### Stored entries
== Segment start ==
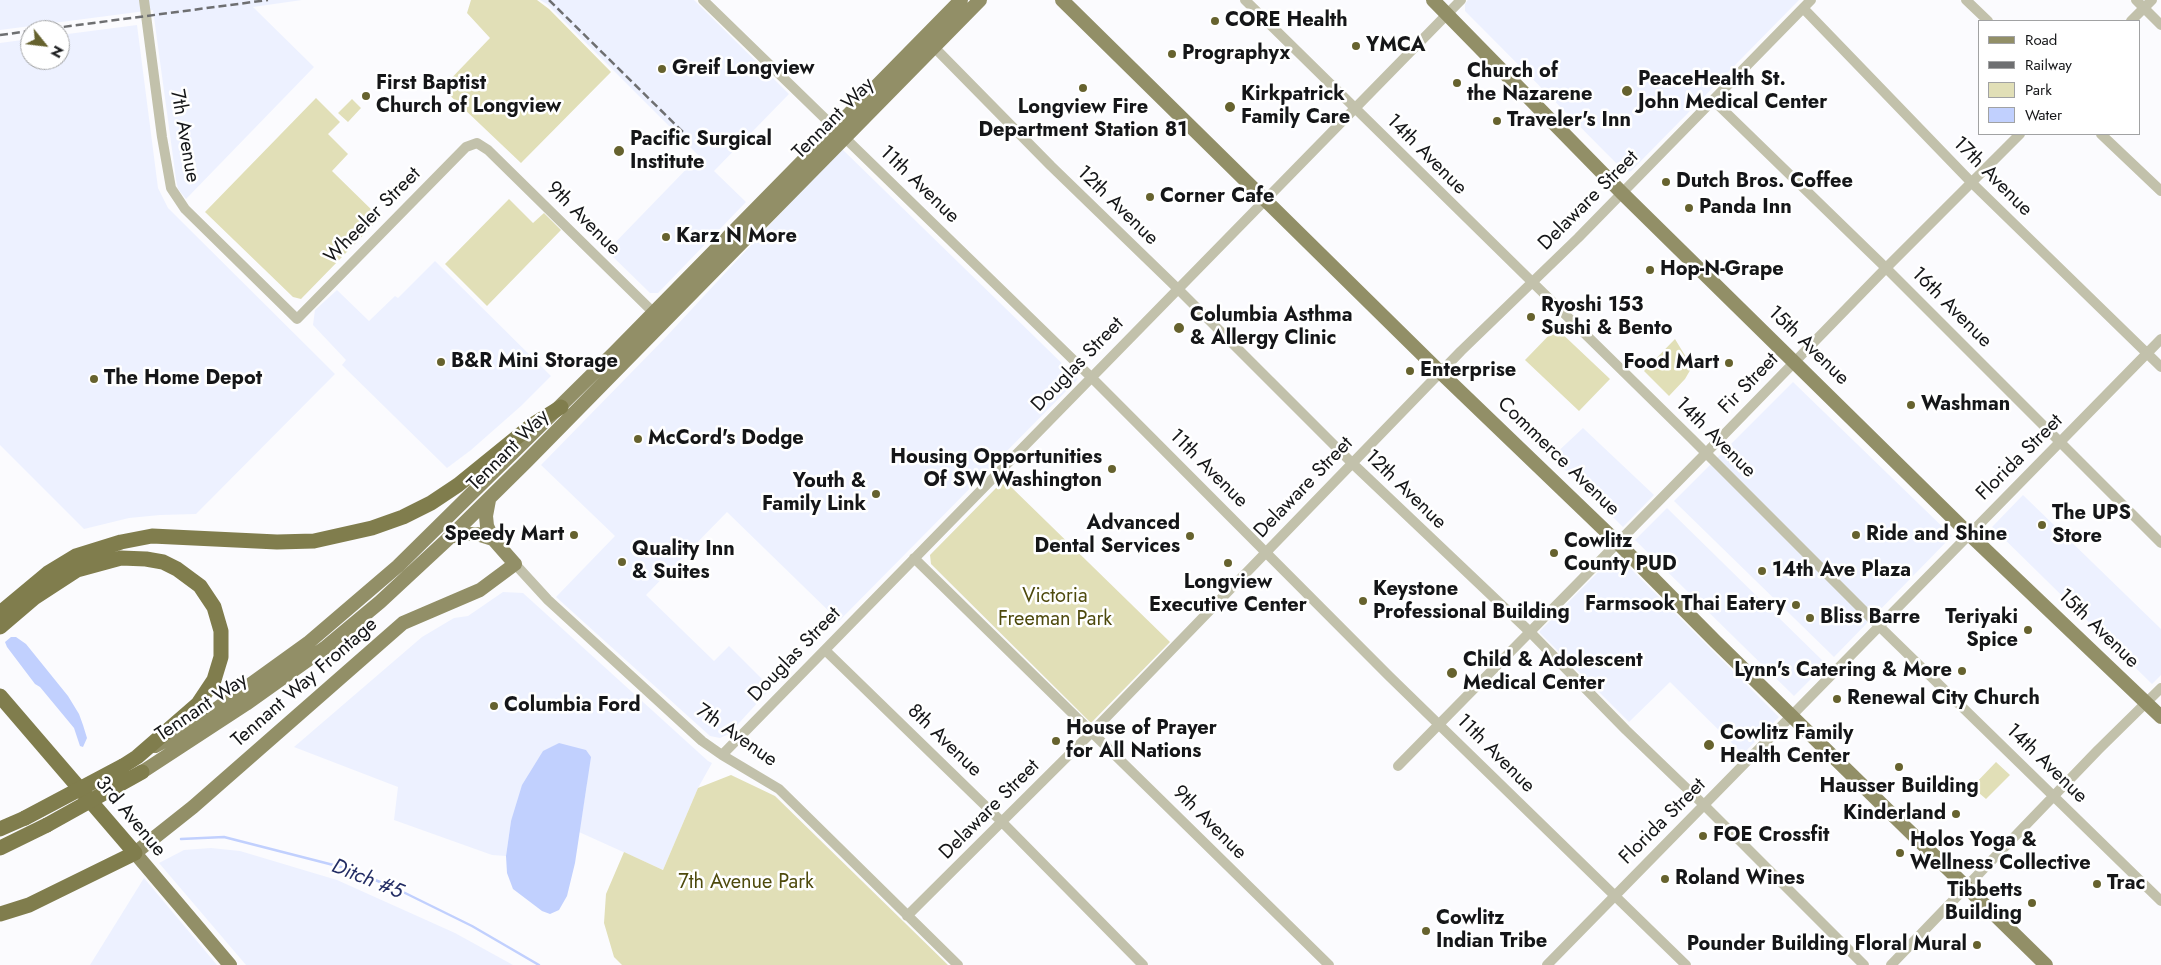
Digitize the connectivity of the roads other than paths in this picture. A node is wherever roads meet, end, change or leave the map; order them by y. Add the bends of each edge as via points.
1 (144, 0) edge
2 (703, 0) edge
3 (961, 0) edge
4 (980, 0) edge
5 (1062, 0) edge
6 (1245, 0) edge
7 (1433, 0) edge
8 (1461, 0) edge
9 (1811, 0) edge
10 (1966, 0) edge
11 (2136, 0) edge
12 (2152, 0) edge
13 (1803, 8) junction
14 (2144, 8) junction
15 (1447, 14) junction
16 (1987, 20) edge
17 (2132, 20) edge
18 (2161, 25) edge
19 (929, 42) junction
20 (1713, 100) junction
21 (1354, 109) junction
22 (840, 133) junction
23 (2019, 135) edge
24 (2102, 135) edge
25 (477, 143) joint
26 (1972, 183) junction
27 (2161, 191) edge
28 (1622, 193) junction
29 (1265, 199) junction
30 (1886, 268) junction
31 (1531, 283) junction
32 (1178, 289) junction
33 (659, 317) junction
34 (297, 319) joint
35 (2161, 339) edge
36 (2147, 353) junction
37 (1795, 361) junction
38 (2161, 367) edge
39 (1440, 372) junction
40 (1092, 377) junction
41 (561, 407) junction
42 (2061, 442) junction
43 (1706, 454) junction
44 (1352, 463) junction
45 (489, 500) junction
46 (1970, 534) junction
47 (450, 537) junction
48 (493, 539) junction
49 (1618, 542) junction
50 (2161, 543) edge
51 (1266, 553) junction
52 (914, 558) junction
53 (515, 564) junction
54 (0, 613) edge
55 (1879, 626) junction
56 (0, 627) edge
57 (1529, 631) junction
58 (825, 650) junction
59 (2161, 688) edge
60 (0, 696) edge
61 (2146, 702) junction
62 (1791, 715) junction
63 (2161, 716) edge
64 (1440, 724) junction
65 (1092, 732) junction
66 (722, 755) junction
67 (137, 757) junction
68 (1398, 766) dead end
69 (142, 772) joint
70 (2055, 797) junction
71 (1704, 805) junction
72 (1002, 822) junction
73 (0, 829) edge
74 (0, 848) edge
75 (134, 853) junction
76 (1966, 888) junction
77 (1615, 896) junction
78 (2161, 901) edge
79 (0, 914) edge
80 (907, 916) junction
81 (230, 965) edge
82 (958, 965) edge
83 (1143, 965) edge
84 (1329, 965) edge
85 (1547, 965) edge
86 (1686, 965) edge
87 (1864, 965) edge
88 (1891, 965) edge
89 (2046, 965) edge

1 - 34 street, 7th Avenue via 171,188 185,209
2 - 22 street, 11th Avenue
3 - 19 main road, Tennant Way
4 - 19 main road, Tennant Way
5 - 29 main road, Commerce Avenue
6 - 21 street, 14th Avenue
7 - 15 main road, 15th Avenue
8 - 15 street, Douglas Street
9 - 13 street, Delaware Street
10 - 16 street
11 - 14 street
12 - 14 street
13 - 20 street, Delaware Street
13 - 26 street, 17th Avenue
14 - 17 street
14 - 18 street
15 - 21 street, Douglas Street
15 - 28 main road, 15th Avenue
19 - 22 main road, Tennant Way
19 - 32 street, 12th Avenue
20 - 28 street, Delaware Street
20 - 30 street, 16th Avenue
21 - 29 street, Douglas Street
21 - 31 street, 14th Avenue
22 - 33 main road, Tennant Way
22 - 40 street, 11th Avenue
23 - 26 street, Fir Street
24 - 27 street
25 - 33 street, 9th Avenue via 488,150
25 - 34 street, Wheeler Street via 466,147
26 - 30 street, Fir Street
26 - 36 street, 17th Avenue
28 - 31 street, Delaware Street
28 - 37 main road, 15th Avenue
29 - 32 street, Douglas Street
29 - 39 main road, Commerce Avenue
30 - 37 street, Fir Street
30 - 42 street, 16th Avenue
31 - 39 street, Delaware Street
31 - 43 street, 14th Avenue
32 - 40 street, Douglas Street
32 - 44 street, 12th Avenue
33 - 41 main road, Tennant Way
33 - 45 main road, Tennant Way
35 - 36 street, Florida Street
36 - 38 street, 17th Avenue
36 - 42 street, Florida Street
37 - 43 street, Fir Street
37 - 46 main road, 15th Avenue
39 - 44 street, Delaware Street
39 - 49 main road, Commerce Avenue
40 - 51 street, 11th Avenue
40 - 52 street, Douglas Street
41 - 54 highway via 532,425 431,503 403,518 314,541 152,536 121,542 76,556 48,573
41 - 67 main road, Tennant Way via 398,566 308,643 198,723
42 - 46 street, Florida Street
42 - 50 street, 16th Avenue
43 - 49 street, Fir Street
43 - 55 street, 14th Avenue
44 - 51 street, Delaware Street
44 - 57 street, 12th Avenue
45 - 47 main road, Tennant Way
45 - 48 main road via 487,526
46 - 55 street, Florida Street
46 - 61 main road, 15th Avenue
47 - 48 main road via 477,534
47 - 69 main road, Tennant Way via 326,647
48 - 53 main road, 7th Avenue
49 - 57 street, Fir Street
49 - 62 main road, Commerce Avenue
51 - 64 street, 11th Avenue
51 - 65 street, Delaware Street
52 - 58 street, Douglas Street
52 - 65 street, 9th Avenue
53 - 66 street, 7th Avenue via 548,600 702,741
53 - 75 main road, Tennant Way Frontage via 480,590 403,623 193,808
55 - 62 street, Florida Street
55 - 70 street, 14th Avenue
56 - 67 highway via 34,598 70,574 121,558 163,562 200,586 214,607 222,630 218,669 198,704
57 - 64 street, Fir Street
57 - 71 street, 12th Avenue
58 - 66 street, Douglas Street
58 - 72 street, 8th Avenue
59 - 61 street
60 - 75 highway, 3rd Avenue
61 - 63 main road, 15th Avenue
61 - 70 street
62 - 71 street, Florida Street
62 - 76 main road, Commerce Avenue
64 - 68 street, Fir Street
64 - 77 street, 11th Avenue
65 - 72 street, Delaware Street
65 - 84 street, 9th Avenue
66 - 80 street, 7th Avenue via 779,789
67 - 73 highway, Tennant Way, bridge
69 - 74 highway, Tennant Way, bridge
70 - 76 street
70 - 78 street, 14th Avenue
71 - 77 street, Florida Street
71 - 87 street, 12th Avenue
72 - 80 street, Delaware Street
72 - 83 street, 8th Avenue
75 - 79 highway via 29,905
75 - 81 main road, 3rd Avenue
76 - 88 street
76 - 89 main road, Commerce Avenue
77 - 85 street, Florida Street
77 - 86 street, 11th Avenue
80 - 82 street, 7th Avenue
== Segment end ==
### Aim of the exercise
Please keep the pictures out and reproduce the records above exactly.

### Expected answer
Digitize the connectivity of the roads other than paths in this picture. A node is wherever roads meet, end, change or leave the map; order them by y. Add the bends of each edge as via points.
1 (144, 0) edge
2 (703, 0) edge
3 (961, 0) edge
4 (980, 0) edge
5 (1062, 0) edge
6 (1245, 0) edge
7 (1433, 0) edge
8 (1461, 0) edge
9 (1811, 0) edge
10 (1966, 0) edge
11 (2136, 0) edge
12 (2152, 0) edge
13 (1803, 8) junction
14 (2144, 8) junction
15 (1447, 14) junction
16 (1987, 20) edge
17 (2132, 20) edge
18 (2161, 25) edge
19 (929, 42) junction
20 (1713, 100) junction
21 (1354, 109) junction
22 (840, 133) junction
23 (2019, 135) edge
24 (2102, 135) edge
25 (477, 143) joint
26 (1972, 183) junction
27 (2161, 191) edge
28 (1622, 193) junction
29 (1265, 199) junction
30 (1886, 268) junction
31 (1531, 283) junction
32 (1178, 289) junction
33 (659, 317) junction
34 (297, 319) joint
35 (2161, 339) edge
36 (2147, 353) junction
37 (1795, 361) junction
38 (2161, 367) edge
39 (1440, 372) junction
40 (1092, 377) junction
41 (561, 407) junction
42 (2061, 442) junction
43 (1706, 454) junction
44 (1352, 463) junction
45 (489, 500) junction
46 (1970, 534) junction
47 (450, 537) junction
48 (493, 539) junction
49 (1618, 542) junction
50 (2161, 543) edge
51 (1266, 553) junction
52 (914, 558) junction
53 (515, 564) junction
54 (0, 613) edge
55 (1879, 626) junction
56 (0, 627) edge
57 (1529, 631) junction
58 (825, 650) junction
59 (2161, 688) edge
60 (0, 696) edge
61 (2146, 702) junction
62 (1791, 715) junction
63 (2161, 716) edge
64 (1440, 724) junction
65 (1092, 732) junction
66 (722, 755) junction
67 (137, 757) junction
68 (1398, 766) dead end
69 (142, 772) joint
70 (2055, 797) junction
71 (1704, 805) junction
72 (1002, 822) junction
73 (0, 829) edge
74 (0, 848) edge
75 (134, 853) junction
76 (1966, 888) junction
77 (1615, 896) junction
78 (2161, 901) edge
79 (0, 914) edge
80 (907, 916) junction
81 (230, 965) edge
82 (958, 965) edge
83 (1143, 965) edge
84 (1329, 965) edge
85 (1547, 965) edge
86 (1686, 965) edge
87 (1864, 965) edge
88 (1891, 965) edge
89 (2046, 965) edge

1 - 34 street, 7th Avenue via 171,188 185,209
2 - 22 street, 11th Avenue
3 - 19 main road, Tennant Way
4 - 19 main road, Tennant Way
5 - 29 main road, Commerce Avenue
6 - 21 street, 14th Avenue
7 - 15 main road, 15th Avenue
8 - 15 street, Douglas Street
9 - 13 street, Delaware Street
10 - 16 street
11 - 14 street
12 - 14 street
13 - 20 street, Delaware Street
13 - 26 street, 17th Avenue
14 - 17 street
14 - 18 street
15 - 21 street, Douglas Street
15 - 28 main road, 15th Avenue
19 - 22 main road, Tennant Way
19 - 32 street, 12th Avenue
20 - 28 street, Delaware Street
20 - 30 street, 16th Avenue
21 - 29 street, Douglas Street
21 - 31 street, 14th Avenue
22 - 33 main road, Tennant Way
22 - 40 street, 11th Avenue
23 - 26 street, Fir Street
24 - 27 street
25 - 33 street, 9th Avenue via 488,150
25 - 34 street, Wheeler Street via 466,147
26 - 30 street, Fir Street
26 - 36 street, 17th Avenue
28 - 31 street, Delaware Street
28 - 37 main road, 15th Avenue
29 - 32 street, Douglas Street
29 - 39 main road, Commerce Avenue
30 - 37 street, Fir Street
30 - 42 street, 16th Avenue
31 - 39 street, Delaware Street
31 - 43 street, 14th Avenue
32 - 40 street, Douglas Street
32 - 44 street, 12th Avenue
33 - 41 main road, Tennant Way
33 - 45 main road, Tennant Way
35 - 36 street, Florida Street
36 - 38 street, 17th Avenue
36 - 42 street, Florida Street
37 - 43 street, Fir Street
37 - 46 main road, 15th Avenue
39 - 44 street, Delaware Street
39 - 49 main road, Commerce Avenue
40 - 51 street, 11th Avenue
40 - 52 street, Douglas Street
41 - 54 highway via 532,425 431,503 403,518 314,541 152,536 121,542 76,556 48,573
41 - 67 main road, Tennant Way via 398,566 308,643 198,723
42 - 46 street, Florida Street
42 - 50 street, 16th Avenue
43 - 49 street, Fir Street
43 - 55 street, 14th Avenue
44 - 51 street, Delaware Street
44 - 57 street, 12th Avenue
45 - 47 main road, Tennant Way
45 - 48 main road via 487,526
46 - 55 street, Florida Street
46 - 61 main road, 15th Avenue
47 - 48 main road via 477,534
47 - 69 main road, Tennant Way via 326,647
48 - 53 main road, 7th Avenue
49 - 57 street, Fir Street
49 - 62 main road, Commerce Avenue
51 - 64 street, 11th Avenue
51 - 65 street, Delaware Street
52 - 58 street, Douglas Street
52 - 65 street, 9th Avenue
53 - 66 street, 7th Avenue via 548,600 702,741
53 - 75 main road, Tennant Way Frontage via 480,590 403,623 193,808
55 - 62 street, Florida Street
55 - 70 street, 14th Avenue
56 - 67 highway via 34,598 70,574 121,558 163,562 200,586 214,607 222,630 218,669 198,704
57 - 64 street, Fir Street
57 - 71 street, 12th Avenue
58 - 66 street, Douglas Street
58 - 72 street, 8th Avenue
59 - 61 street
60 - 75 highway, 3rd Avenue
61 - 63 main road, 15th Avenue
61 - 70 street
62 - 71 street, Florida Street
62 - 76 main road, Commerce Avenue
64 - 68 street, Fir Street
64 - 77 street, 11th Avenue
65 - 72 street, Delaware Street
65 - 84 street, 9th Avenue
66 - 80 street, 7th Avenue via 779,789
67 - 73 highway, Tennant Way, bridge
69 - 74 highway, Tennant Way, bridge
70 - 76 street
70 - 78 street, 14th Avenue
71 - 77 street, Florida Street
71 - 87 street, 12th Avenue
72 - 80 street, Delaware Street
72 - 83 street, 8th Avenue
75 - 79 highway via 29,905
75 - 81 main road, 3rd Avenue
76 - 88 street
76 - 89 main road, Commerce Avenue
77 - 85 street, Florida Street
77 - 86 street, 11th Avenue
80 - 82 street, 7th Avenue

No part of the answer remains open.